**Work request:** Leaving out every picture, output the records below exactly as they are.

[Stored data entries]

::::::::::

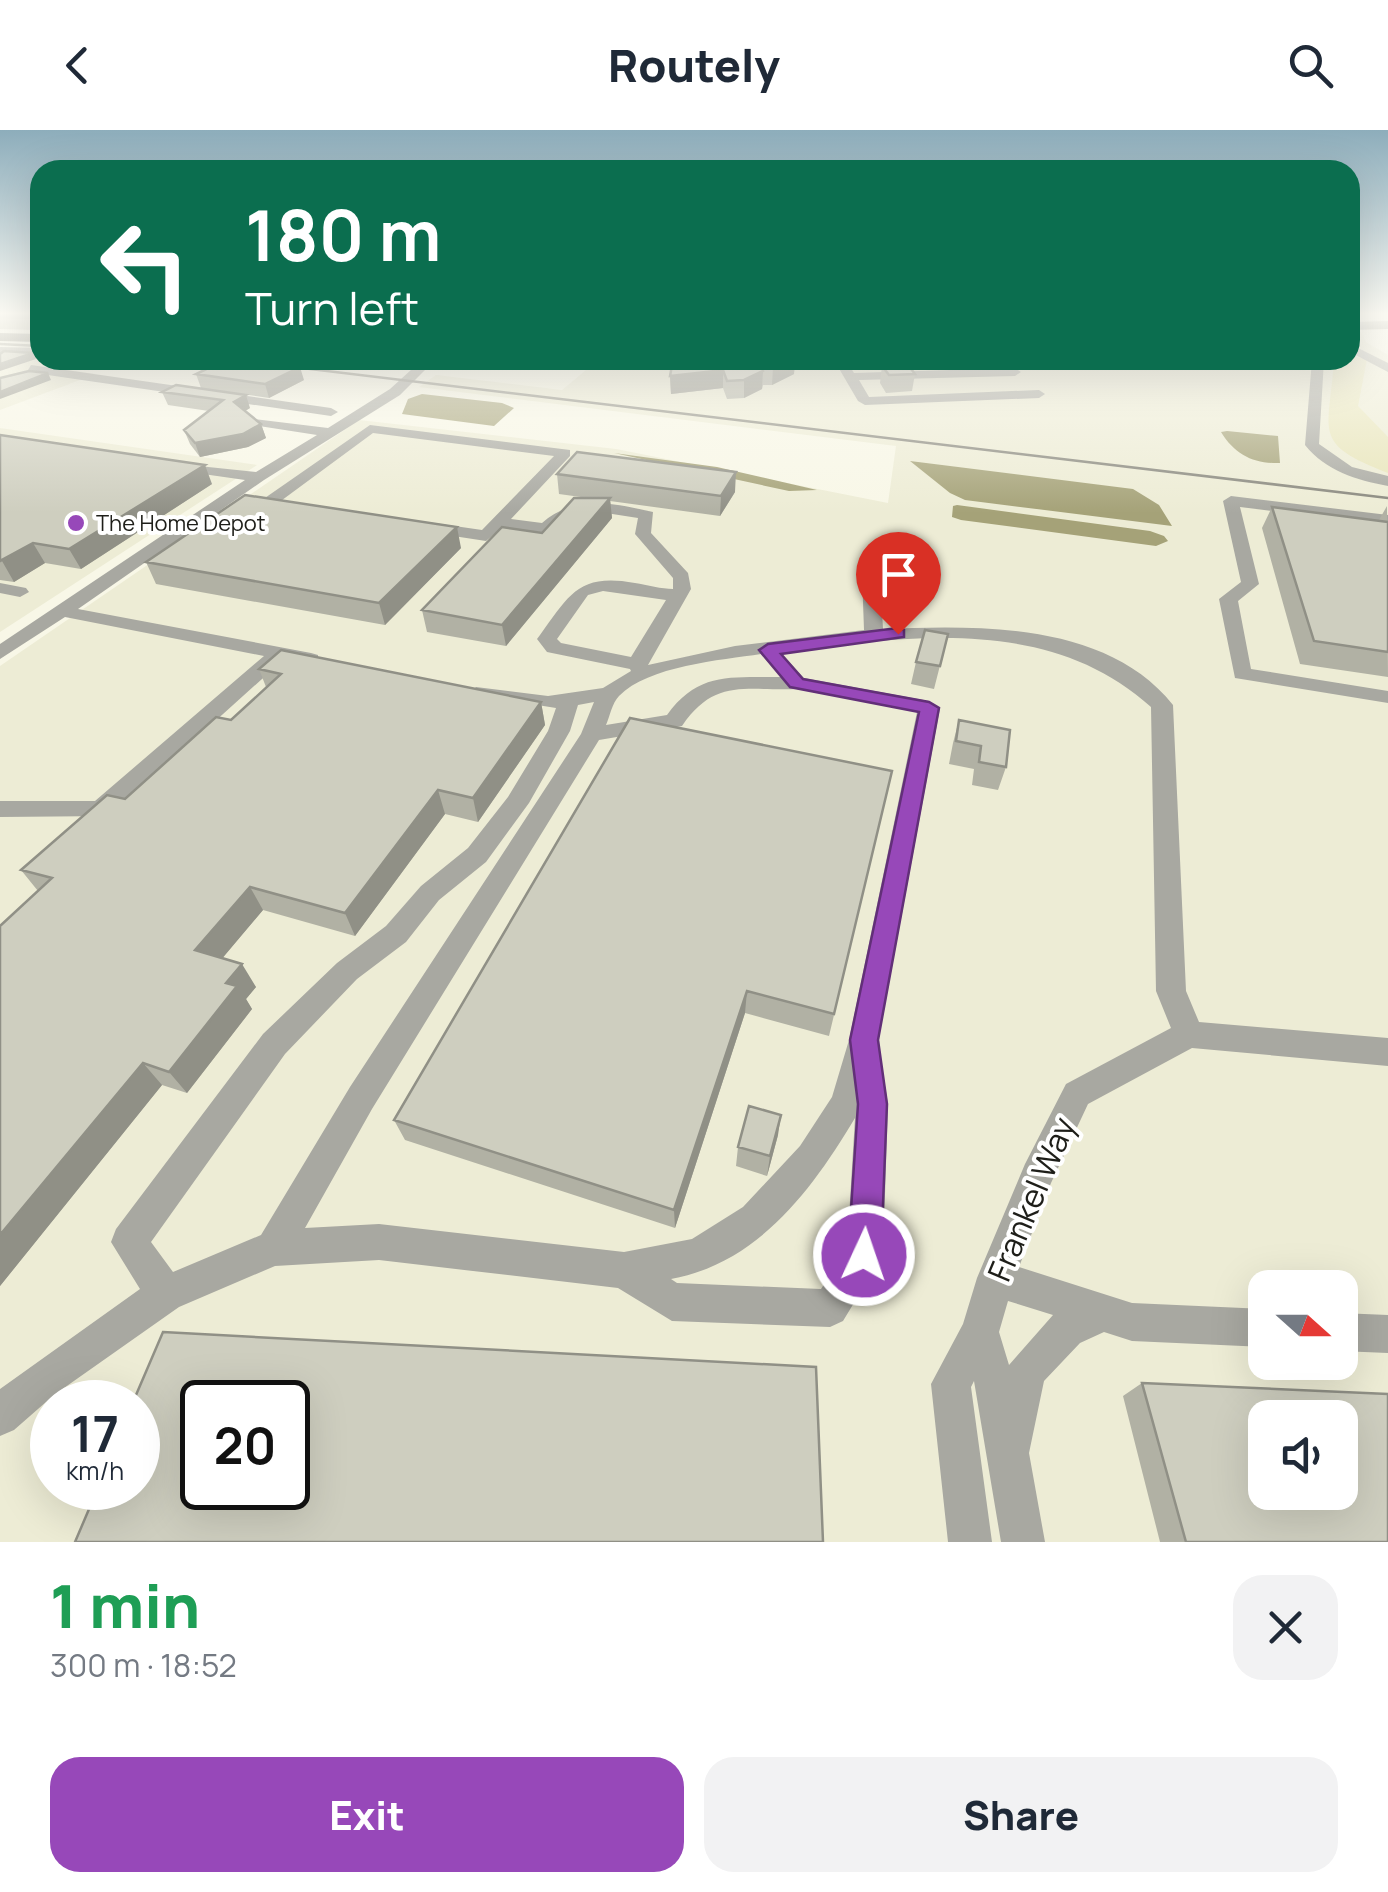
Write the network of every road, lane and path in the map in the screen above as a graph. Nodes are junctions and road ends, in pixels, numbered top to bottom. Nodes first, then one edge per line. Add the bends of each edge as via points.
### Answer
1 (118, 381) edge
2 (409, 381) edge
3 (853, 381) edge
4 (1317, 381) edge
5 (1039, 394) dead end
6 (331, 412) dead end
7 (259, 422) edge
8 (327, 432) junction
9 (150, 463) edge
10 (259, 477) junction
11 (1388, 482) edge
12 (230, 497) junction
13 (268, 503) junction
14 (290, 506) edge
15 (1388, 520) edge
16 (499, 522) junction
17 (419, 526) edge
18 (870, 574) dead end
19 (0, 588) edge
20 (20, 592) dead end
21 (677, 596) junction
22 (61, 611) junction
23 (874, 635) junction
24 (768, 650) junction
25 (279, 652) junction
26 (0, 653) edge
27 (336, 664) edge
28 (639, 668) junction
29 (797, 683) junction
30 (471, 689) edge
31 (610, 693) junction
32 (1388, 697) edge
33 (569, 700) junction
34 (592, 734) junction
35 (0, 808) edge
36 (1189, 1034) junction
37 (864, 1040) junction
38 (1388, 1052) edge
39 (274, 1248) junction
40 (624, 1270) junction
41 (996, 1278) junction
42 (166, 1294) junction
43 (1103, 1313) junction
44 (1248, 1327) edge
45 (980, 1332) junction
46 (1358, 1333) edge
47 (1388, 1334) edge
48 (0, 1416) edge
49 (1010, 1461) junction
50 (970, 1542) edge
51 (1024, 1542) edge

1 - 6 street
2 - 8 street
3 - 5 street via 865,401
4 - 11 street via 1312,445 1328,461
7 - 8 street
8 - 10 street
9 - 10 street
10 - 12 street
12 - 13 street
12 - 22 street
13 - 14 street
13 - 16 street via 370,429 564,452
15 - 32 street via 1231,501 1250,584 1228,598 1242,674
16 - 17 street via 486,536
16 - 21 street via 546,528 576,506 647,515 643,534 682,577
18 - 23 street
19 - 20 street
21 - 28 street
21 - 28 street via 589,588 548,639 554,648
22 - 25 street
22 - 26 street
23 - 24 street
23 - 36 street via 964,631 1034,640 1112,663 1162,705 1171,991
24 - 28 street
24 - 29 street
25 - 27 street
25 - 35 street via 101,810
28 - 31 street
29 - 34 street via 716,684 690,697 674,721
29 - 37 street via 929,708
30 - 33 street via 548,703
31 - 33 street
31 - 34 street
33 - 42 street via 517,804 477,855 274,1044 129,1242
34 - 39 street
36 - 38 street
36 - 41 street, Frankel Way via 1077,1094
37 - 40 street via 846,1104 812,1158 756,1220 698,1256
37 - 40 street via 872,1104 864,1255 830,1308 672,1302
39 - 40 street via 379,1242
39 - 42 street
41 - 43 street
41 - 45 street, Frankel Way
42 - 48 street
43 - 44 street via 1132,1322
43 - 49 street via 1066,1329 1026,1372
45 - 49 street
45 - 50 street, Frankel Way via 951,1384
46 - 47 street
49 - 51 street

::::::::::

**Solution to this task:**
Write the network of every road, lane and path in the map in the screen above as a graph. Nodes are junctions and road ends, in pixels, numbered top to bottom. Nodes first, then one edge per line. Add the bends of each edge as via points.
### Answer
1 (118, 381) edge
2 (409, 381) edge
3 (853, 381) edge
4 (1317, 381) edge
5 (1039, 394) dead end
6 (331, 412) dead end
7 (259, 422) edge
8 (327, 432) junction
9 (150, 463) edge
10 (259, 477) junction
11 (1388, 482) edge
12 (230, 497) junction
13 (268, 503) junction
14 (290, 506) edge
15 (1388, 520) edge
16 (499, 522) junction
17 (419, 526) edge
18 (870, 574) dead end
19 (0, 588) edge
20 (20, 592) dead end
21 (677, 596) junction
22 (61, 611) junction
23 (874, 635) junction
24 (768, 650) junction
25 (279, 652) junction
26 (0, 653) edge
27 (336, 664) edge
28 (639, 668) junction
29 (797, 683) junction
30 (471, 689) edge
31 (610, 693) junction
32 (1388, 697) edge
33 (569, 700) junction
34 (592, 734) junction
35 (0, 808) edge
36 (1189, 1034) junction
37 (864, 1040) junction
38 (1388, 1052) edge
39 (274, 1248) junction
40 (624, 1270) junction
41 (996, 1278) junction
42 (166, 1294) junction
43 (1103, 1313) junction
44 (1248, 1327) edge
45 (980, 1332) junction
46 (1358, 1333) edge
47 (1388, 1334) edge
48 (0, 1416) edge
49 (1010, 1461) junction
50 (970, 1542) edge
51 (1024, 1542) edge

1 - 6 street
2 - 8 street
3 - 5 street via 865,401
4 - 11 street via 1312,445 1328,461
7 - 8 street
8 - 10 street
9 - 10 street
10 - 12 street
12 - 13 street
12 - 22 street
13 - 14 street
13 - 16 street via 370,429 564,452
15 - 32 street via 1231,501 1250,584 1228,598 1242,674
16 - 17 street via 486,536
16 - 21 street via 546,528 576,506 647,515 643,534 682,577
18 - 23 street
19 - 20 street
21 - 28 street
21 - 28 street via 589,588 548,639 554,648
22 - 25 street
22 - 26 street
23 - 24 street
23 - 36 street via 964,631 1034,640 1112,663 1162,705 1171,991
24 - 28 street
24 - 29 street
25 - 27 street
25 - 35 street via 101,810
28 - 31 street
29 - 34 street via 716,684 690,697 674,721
29 - 37 street via 929,708
30 - 33 street via 548,703
31 - 33 street
31 - 34 street
33 - 42 street via 517,804 477,855 274,1044 129,1242
34 - 39 street
36 - 38 street
36 - 41 street, Frankel Way via 1077,1094
37 - 40 street via 846,1104 812,1158 756,1220 698,1256
37 - 40 street via 872,1104 864,1255 830,1308 672,1302
39 - 40 street via 379,1242
39 - 42 street
41 - 43 street
41 - 45 street, Frankel Way
42 - 48 street
43 - 44 street via 1132,1322
43 - 49 street via 1066,1329 1026,1372
45 - 49 street
45 - 50 street, Frankel Way via 951,1384
46 - 47 street
49 - 51 street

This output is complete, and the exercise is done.